Tell your doctor or nurse if you have these symptoms.
If you are very anaemic, you may need a drip to give you extra red blood cells. This is called a blood transfusion.
Risk of infection
This treatment can reduce the number of white blood cells in your blood. These cells fight infection. If the number of white blood cells is low, you are more likely to get an infection. A low white blood cell count is sometimes called neutropenia.
An infection can be very serious when the number of white blood cells is low. It is important to get any infection treated as soon as possible. Contact the hospital straight away on the 24-hour contact number you have been given if:
- your temperature goes over 37.5°C (99.5°F)
- you suddenly feel unwell, even with a normal temperature
- you have symptoms of an infection
- your temperature goes below 36°C (96.8°F).
Symptoms of an infection include:
- feeling shivery and shaking
- a sore throat
- a cough
- needing to pass urine (pee) a lot, or discomfort when you pass urine.
It is important to follow any specific advice your cancer treatment team gives you.
The number of white blood cells will usually return to normal before your next treatment. You will have a blood test before having more treatment. If your white blood cell count is low, your doctor may delay your treatment for a short time, until your cell count increases.
Bruising and bleeding
This treatment can reduce the number of platelets in your blood. Platelets are cells that help the blood to clot. Tell your doctor or nurse if you have any bruising or bleeding that you can’t explain. This includes:
- bleeding gums
- tiny red or purple spots on the skin that may look like a rash.
Olaparib may cause an itchy rash and the skin may become raised and red.

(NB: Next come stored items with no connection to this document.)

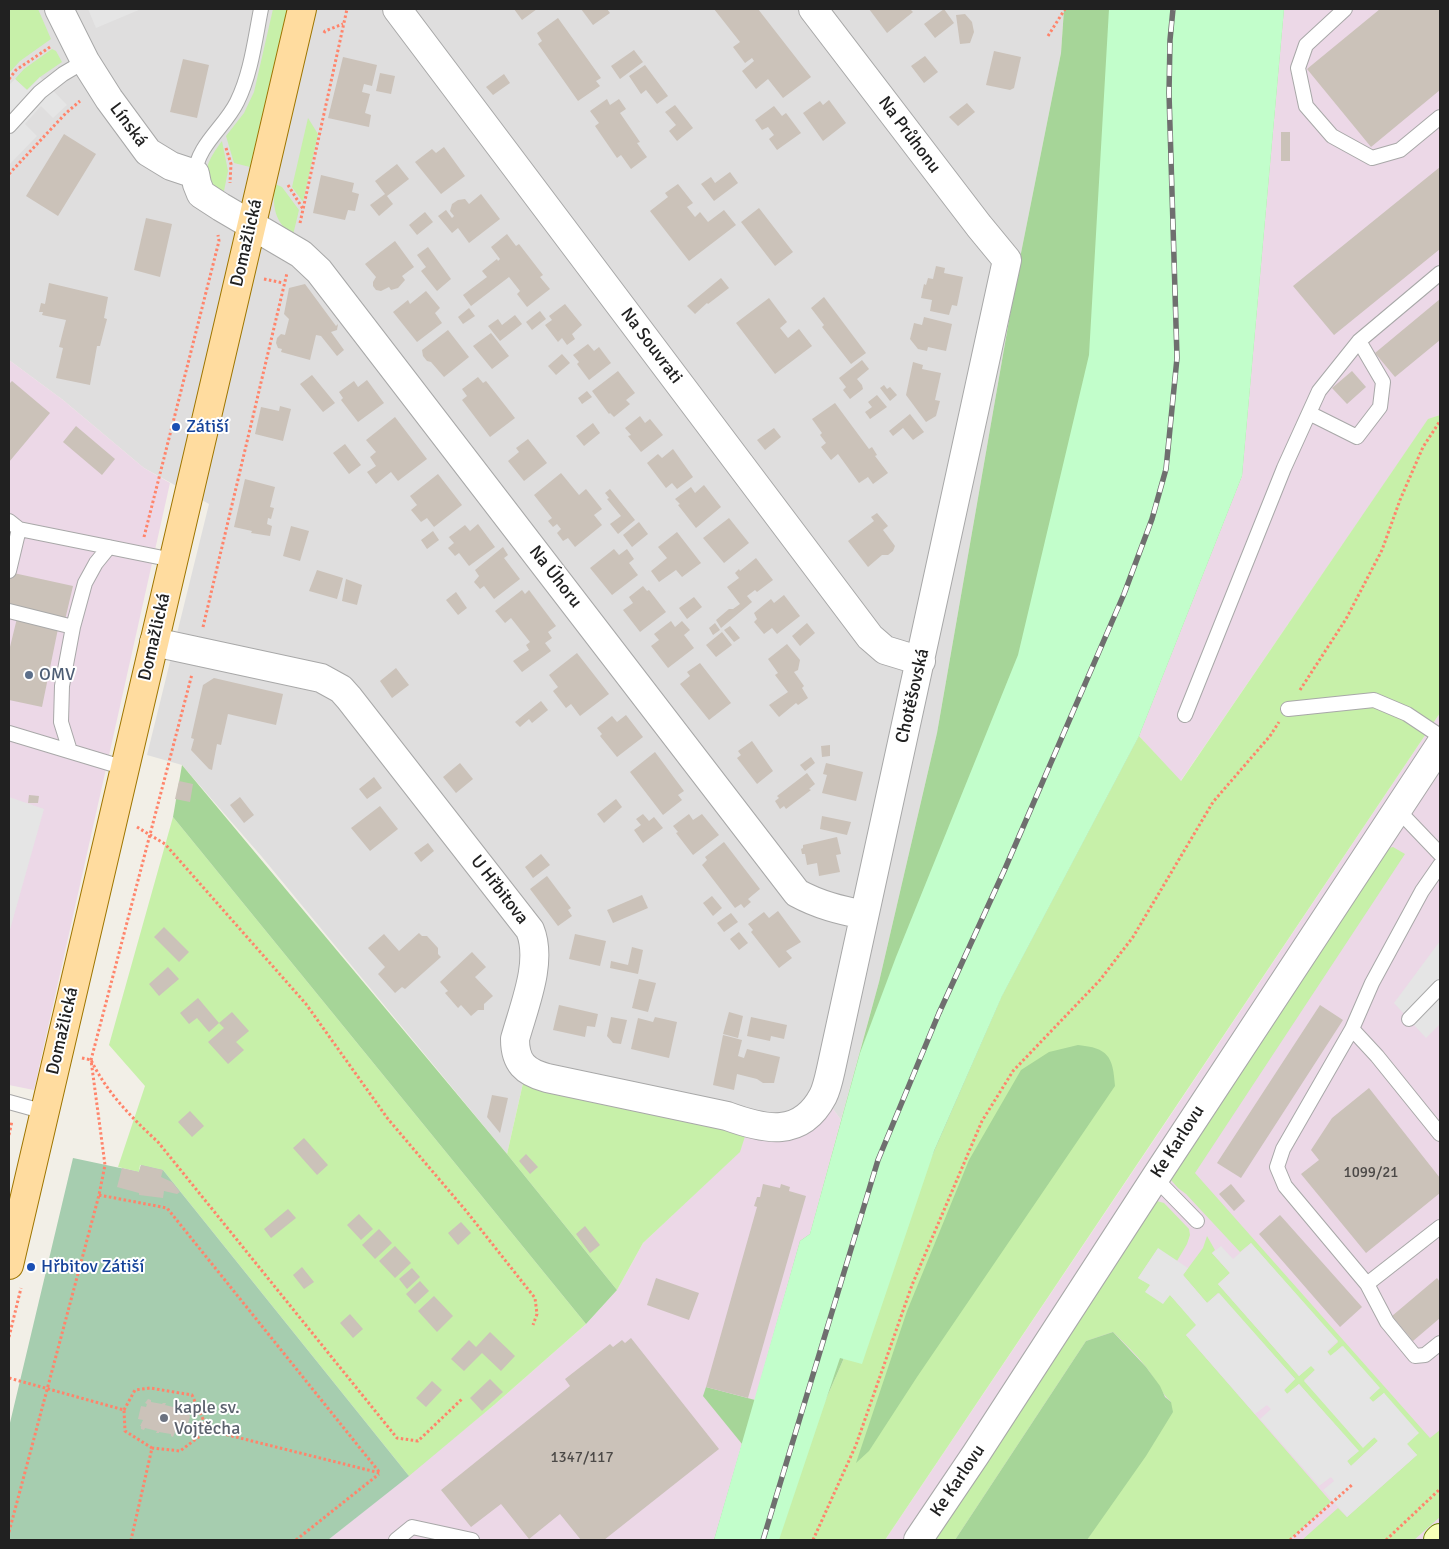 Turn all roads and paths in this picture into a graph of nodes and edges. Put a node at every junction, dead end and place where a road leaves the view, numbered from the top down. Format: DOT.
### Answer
graph roads {
  1 [pos="261,9"];
  2 [pos="302,9"];
  3 [pos="346,9"];
  4 [pos="397,9"];
  5 [pos="813,9"];
  6 [pos="1065,9"];
  7 [pos="1346,9"];
  8 [pos="64,10"];
  9 [pos="1048,36"];
  10 [pos="77,66"];
  11 [pos="9,79"];
  12 [pos="1440,117"];
  13 [pos="9,126"];
  14 [pos="9,174"];
  15 [pos="195,174"];
  16 [pos="252,224"];
  17 [pos="218,232"];
  18 [pos="293,249"];
  19 [pos="1007,260"];
  20 [pos="1440,273"];
  21 [pos="1359,340"];
  22 [pos="1310,412"];
  23 [pos="1440,421"];
  24 [pos="14,525"];
  25 [pos="108,547"];
  26 [pos="139,554"];
  27 [pos="173,560"];
  28 [pos="9,571"];
  29 [pos="9,611"];
  30 [pos="73,627"];
  31 [pos="154,642"];
  32 [pos="198,651"];
  33 [pos="921,661"];
  34 [pos="1288,709"];
  35 [pos="1185,715"];
  36 [pos="9,733"];
  37 [pos="1440,736"];
  38 [pos="1440,745"];
  39 [pos="70,751"];
  40 [pos="125,768"];
  41 [pos="1397,809"];
  42 [pos="159,839"];
  43 [pos="1440,854"];
  44 [pos="1440,865"];
  45 [pos="864,915"];
  46 [pos="1440,987"];
  47 [pos="1409,1019"];
  48 [pos="1352,1029"];
  49 [pos="58,1052"];
  50 [pos="91,1060"];
  51 [pos="9,1102"];
  52 [pos="45,1112"];
  53 [pos="799,1123"];
  54 [pos="1440,1134"];
  55 [pos="1155,1178"];
  56 [pos="99,1195"];
  57 [pos="1197,1220"];
  58 [pos="1440,1227"];
  59 [pos="9,1265"];
  60 [pos="1367,1284"];
  61 [pos="533,1325"];
  62 [pos="1440,1343"];
  63 [pos="9,1378"];
  64 [pos="47,1390"];
  65 [pos="463,1398"];
  66 [pos="124,1410"];
  67 [pos="208,1430"];
  68 [pos="152,1448"];
  69 [pos="380,1473"];
  70 [pos="1353,1484"];
  71 [pos="1440,1489"];
  72 [pos="9,1532"];
  73 [pos="131,1540"];
  74 [pos="296,1540"];
  75 [pos="396,1540"];
  76 [pos="472,1540"];
  77 [pos="814,1540"];
  78 [pos="918,1540"];
  79 [pos="1290,1540"];
  80 [pos="1386,1540"];
  1 -- 15 [label="lane"];
  2 -- 16 [label="main road, Domažlická"];
  3 -- 18 [label="path"];
  4 -- 33 [label="street, Na Souvrati"];
  5 -- 19 [label="street, Na Průhonu"];
  6 -- 9 [label="path"];
  7 -- 12 [label="lane"];
  8 -- 10 [label="street, Línská"];
  10 -- 11 [label="path"];
  10 -- 13 [label="lane"];
  10 -- 14 [label="path"];
  10 -- 15 [label="street, Línská"];
  15 -- 16 [label="street"];
  16 -- 18 [label="street, Na Úhoru"];
  16 -- 27 [label="main road, Domažlická"];
  17 -- 26 [label="path"];
  18 -- 32 [label="path"];
  18 -- 45 [label="street, Na Úhoru"];
  19 -- 33 [label="street, Chotěšovská"];
  20 -- 21 [label="lane"];
  21 -- 22 [label="lane"];
  21 -- 22 [label="lane"];
  22 -- 35 [label="lane"];
  23 -- 34 [label="path"];
  24 -- 25 [label="lane"];
  24 -- 28 [label="lane"];
  25 -- 26 [label="lane"];
  25 -- 30 [label="lane"];
  26 -- 27 [label="lane"];
  27 -- 31 [label="main road, Domažlická"];
  29 -- 30 [label="lane"];
  30 -- 39 [label="lane"];
  31 -- 32 [label="street, U Hřbitova"];
  31 -- 40 [label="main road, Domažlická"];
  32 -- 50 [label="path"];
  32 -- 53 [label="street, U Hřbitova"];
  33 -- 45 [label="street, Chotěšovská"];
  34 -- 37 [label="lane"];
  34 -- 77 [label="path"];
  36 -- 39 [label="lane"];
  38 -- 41 [label="street, Ke Karlovu"];
  39 -- 40 [label="lane"];
  40 -- 49 [label="main road, Domažlická"];
  41 -- 43 [label="lane"];
  41 -- 55 [label="street, Ke Karlovu"];
  42 -- 61 [label="path"];
  44 -- 48 [label="lane"];
  45 -- 53 [label="street, Chotěšovská"];
  46 -- 47 [label="lane"];
  48 -- 54 [label="lane"];
  48 -- 60 [label="lane"];
  49 -- 50 [label="path"];
  49 -- 52 [label="main road, Domažlická"];
  50 -- 56 [label="path"];
  50 -- 65 [label="path"];
  51 -- 52 [label="lane"];
  52 -- 59 [label="main road, Domažlická"];
  55 -- 57 [label="lane"];
  55 -- 78 [label="street, Ke Karlovu"];
  56 -- 64 [label="path"];
  56 -- 69 [label="path"];
  58 -- 60 [label="lane"];
  60 -- 62 [label="lane"];
  63 -- 64 [label="path"];
  64 -- 66 [label="path"];
  64 -- 72 [label="path"];
  66 -- 67 [label="path"];
  66 -- 68 [label="path"];
  67 -- 68 [label="path"];
  67 -- 69 [label="path"];
  68 -- 73 [label="path"];
  69 -- 74 [label="path"];
  70 -- 79 [label="path"];
  71 -- 80 [label="path"];
  75 -- 76 [label="lane"];
}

Tell your doctor or nurse if this happens. They can give you advice on looking after your skin and creams that you can use.
Effects on the lungs
Rarely, this treatment can cause serious lung problems. Always tell your doctor if you develop:
- a cough
- a fever
You should also let them know if any existing breathing problems get worse. If necessary, they can arrange for you to have tests to check your lung health.
Some medicines can affect this treatment or be harmful when you are having it. This includes medicines you can buy in a shop or chemist. Tell your cancer doctor about any drugs you are taking, including vitamins, herbal drugs and complementary therapies.
Vaccinations can reduce your risk of getting certain infections. Your doctor or nurse may talk to you about having vaccinations.
Doctors usually recommend that people with cancer have a flu vaccination and a coronavirus vaccination. These are both inactivated vaccinations that can help reduce the risk of infection. People with weak immune systems can have these, as they are not live vaccinations.
If your immune system is weak, you need to avoid live vaccinations. This is because they can make you unwell. Live vaccines, such as shingles, contain a very weak version of the illness they are vaccinating you against. Your cancer doctor or GP can tell you more about live and inactivated vaccinations.
Your doctor will advise you not to get pregnant or father a child while having this treatment and for some time afterwards. The drugs may harm the developing baby.
It is important to use effective contraception during your treatment. Olaparib may make hormonal contraceptives less effective. Talk to your nurse or doctor for more advice.
You are advised not to breastfeed while having this treatment, or for some time after treatment finishes. This is because the drugs could be passed to the baby through breast milk.
Your doctor or nurse can give you more information.
Medical and dental treatment
If you need medical treatment for any reason other than cancer, always tell the doctors and nurses you are having cancer treatment. Give them the contact details for your cancer doctor so they can ask for advice.
If you think you need dental treatment, talk to your cancer doctor or nurse. Always tell your dentist you are having cancer treatment.